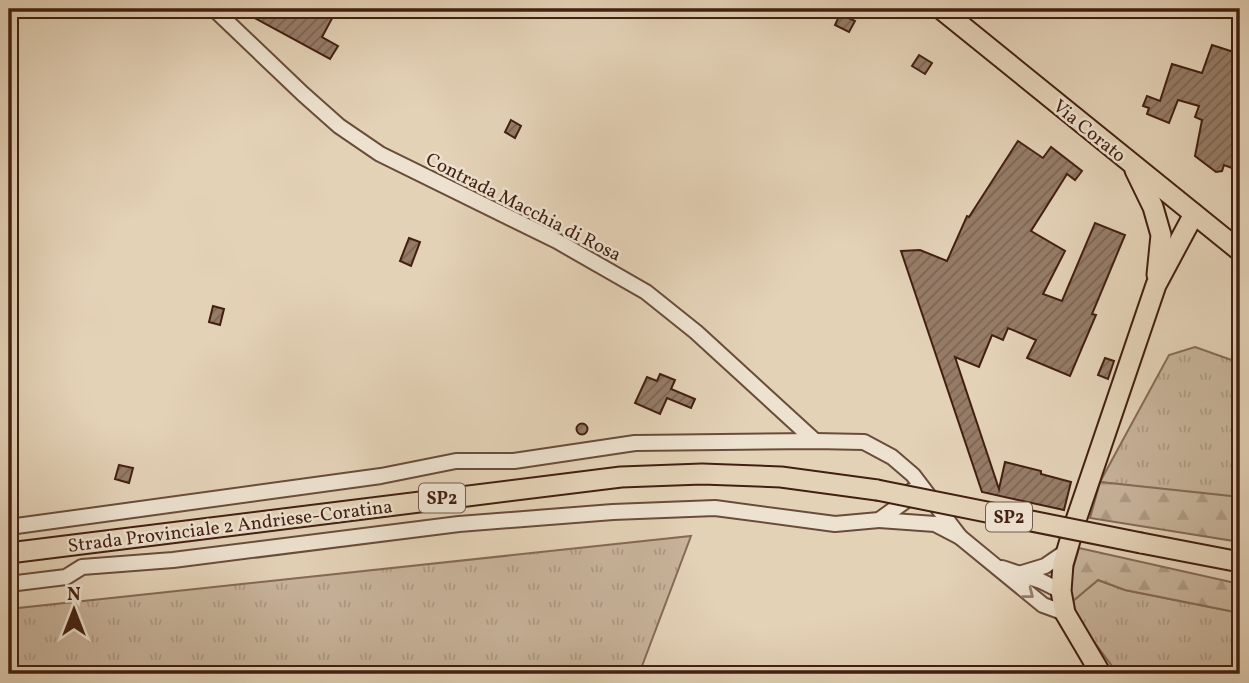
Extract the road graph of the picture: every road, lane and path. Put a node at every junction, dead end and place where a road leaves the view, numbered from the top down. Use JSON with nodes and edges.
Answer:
{"nodes":[{"id":1,"x":214,"y":9,"type":"edge"},
{"id":2,"x":941,"y":9,"type":"edge"},
{"id":3,"x":1131,"y":163,"type":"junction"},
{"id":4,"x":1194,"y":214,"type":"junction"},
{"id":5,"x":1161,"y":235,"type":"junction"},
{"id":6,"x":1240,"y":251,"type":"edge"},
{"id":7,"x":1156,"y":285,"type":"junction"},
{"id":8,"x":815,"y":441,"type":"junction"},
{"id":9,"x":913,"y":475,"type":"junction"},
{"id":10,"x":879,"y":520,"type":"junction"},
{"id":11,"x":9,"y":527,"type":"edge"},
{"id":12,"x":960,"y":537,"type":"junction"},
{"id":13,"x":1169,"y":548,"type":"junction"},
{"id":14,"x":1067,"y":551,"type":"junction"},
{"id":15,"x":1240,"y":552,"type":"edge"},
{"id":16,"x":9,"y":553,"type":"edge"},
{"id":17,"x":1211,"y":557,"type":"junction"},
{"id":18,"x":1240,"y":562,"type":"edge"},
{"id":19,"x":997,"y":567,"type":"junction"},
{"id":20,"x":1240,"y":570,"type":"edge"},
{"id":21,"x":1021,"y":573,"type":"junction"},
{"id":22,"x":9,"y":584,"type":"edge"},
{"id":23,"x":1061,"y":591,"type":"junction"},
{"id":24,"x":1065,"y":613,"type":"junction"},
{"id":25,"x":1101,"y":674,"type":"edge"}],
"edges":[{"from":1,"to":8,"type":"street","name":"Contrada Macchia di Rosa"},
{"from":2,"to":3,"type":"main road","name":"Via Corato"},
{"from":3,"to":4,"type":"main road","name":"Via Corato"},
{"from":3,"to":5,"type":"main road"},
{"from":4,"to":5,"type":"main road"},
{"from":4,"to":6,"type":"main road","name":"Via Corato"},
{"from":4,"to":7,"type":"main road"},
{"from":5,"to":7,"type":"main road"},
{"from":7,"to":14,"type":"main road"},
{"from":8,"to":9,"type":"street"},
{"from":8,"to":11,"type":"street"},
{"from":9,"to":10,"type":"street"},
{"from":9,"to":12,"type":"street"},
{"from":10,"to":12,"type":"street"},
{"from":10,"to":22,"type":"street"},
{"from":12,"to":19,"type":"street"},
{"from":13,"to":15,"type":"main road"},
{"from":13,"to":16,"type":"main road","name":"Strada Provinciale 2 Andriese-Coratina","number":"SP2","bridge":true},
{"from":13,"to":17,"type":"main road","name":"Strada Provinciale 2 Andriese-Coratina","number":"SP2"},
{"from":14,"to":21,"type":"street"},
{"from":14,"to":23,"type":"main road"},
{"from":17,"to":18,"type":"main road","name":"Strada Provinciale 2 Andriese-Coratina","number":"SP2"},
{"from":17,"to":20,"type":"main road"},
{"from":19,"to":21,"type":"street"},
{"from":19,"to":24,"type":"street","one_way":true},
{"from":21,"to":23,"type":"street"},
{"from":23,"to":24,"type":"main road"},
{"from":24,"to":25,"type":"main road"}]}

EXERCISE: Set the entries down again exactly. Do not include the images.

ANSWER FOR THE TASK:
Extract the road graph of the picture: every road, lane and path. Put a node at every junction, dead end and place where a road leaves the view, numbered from the top down. Use JSON with nodes and edges.
Answer:
{"nodes":[{"id":1,"x":214,"y":9,"type":"edge"},
{"id":2,"x":941,"y":9,"type":"edge"},
{"id":3,"x":1131,"y":163,"type":"junction"},
{"id":4,"x":1194,"y":214,"type":"junction"},
{"id":5,"x":1161,"y":235,"type":"junction"},
{"id":6,"x":1240,"y":251,"type":"edge"},
{"id":7,"x":1156,"y":285,"type":"junction"},
{"id":8,"x":815,"y":441,"type":"junction"},
{"id":9,"x":913,"y":475,"type":"junction"},
{"id":10,"x":879,"y":520,"type":"junction"},
{"id":11,"x":9,"y":527,"type":"edge"},
{"id":12,"x":960,"y":537,"type":"junction"},
{"id":13,"x":1169,"y":548,"type":"junction"},
{"id":14,"x":1067,"y":551,"type":"junction"},
{"id":15,"x":1240,"y":552,"type":"edge"},
{"id":16,"x":9,"y":553,"type":"edge"},
{"id":17,"x":1211,"y":557,"type":"junction"},
{"id":18,"x":1240,"y":562,"type":"edge"},
{"id":19,"x":997,"y":567,"type":"junction"},
{"id":20,"x":1240,"y":570,"type":"edge"},
{"id":21,"x":1021,"y":573,"type":"junction"},
{"id":22,"x":9,"y":584,"type":"edge"},
{"id":23,"x":1061,"y":591,"type":"junction"},
{"id":24,"x":1065,"y":613,"type":"junction"},
{"id":25,"x":1101,"y":674,"type":"edge"}],
"edges":[{"from":1,"to":8,"type":"street","name":"Contrada Macchia di Rosa"},
{"from":2,"to":3,"type":"main road","name":"Via Corato"},
{"from":3,"to":4,"type":"main road","name":"Via Corato"},
{"from":3,"to":5,"type":"main road"},
{"from":4,"to":5,"type":"main road"},
{"from":4,"to":6,"type":"main road","name":"Via Corato"},
{"from":4,"to":7,"type":"main road"},
{"from":5,"to":7,"type":"main road"},
{"from":7,"to":14,"type":"main road"},
{"from":8,"to":9,"type":"street"},
{"from":8,"to":11,"type":"street"},
{"from":9,"to":10,"type":"street"},
{"from":9,"to":12,"type":"street"},
{"from":10,"to":12,"type":"street"},
{"from":10,"to":22,"type":"street"},
{"from":12,"to":19,"type":"street"},
{"from":13,"to":15,"type":"main road"},
{"from":13,"to":16,"type":"main road","name":"Strada Provinciale 2 Andriese-Coratina","number":"SP2","bridge":true},
{"from":13,"to":17,"type":"main road","name":"Strada Provinciale 2 Andriese-Coratina","number":"SP2"},
{"from":14,"to":21,"type":"street"},
{"from":14,"to":23,"type":"main road"},
{"from":17,"to":18,"type":"main road","name":"Strada Provinciale 2 Andriese-Coratina","number":"SP2"},
{"from":17,"to":20,"type":"main road"},
{"from":19,"to":21,"type":"street"},
{"from":19,"to":24,"type":"street","one_way":true},
{"from":21,"to":23,"type":"street"},
{"from":23,"to":24,"type":"main road"},
{"from":24,"to":25,"type":"main road"}]}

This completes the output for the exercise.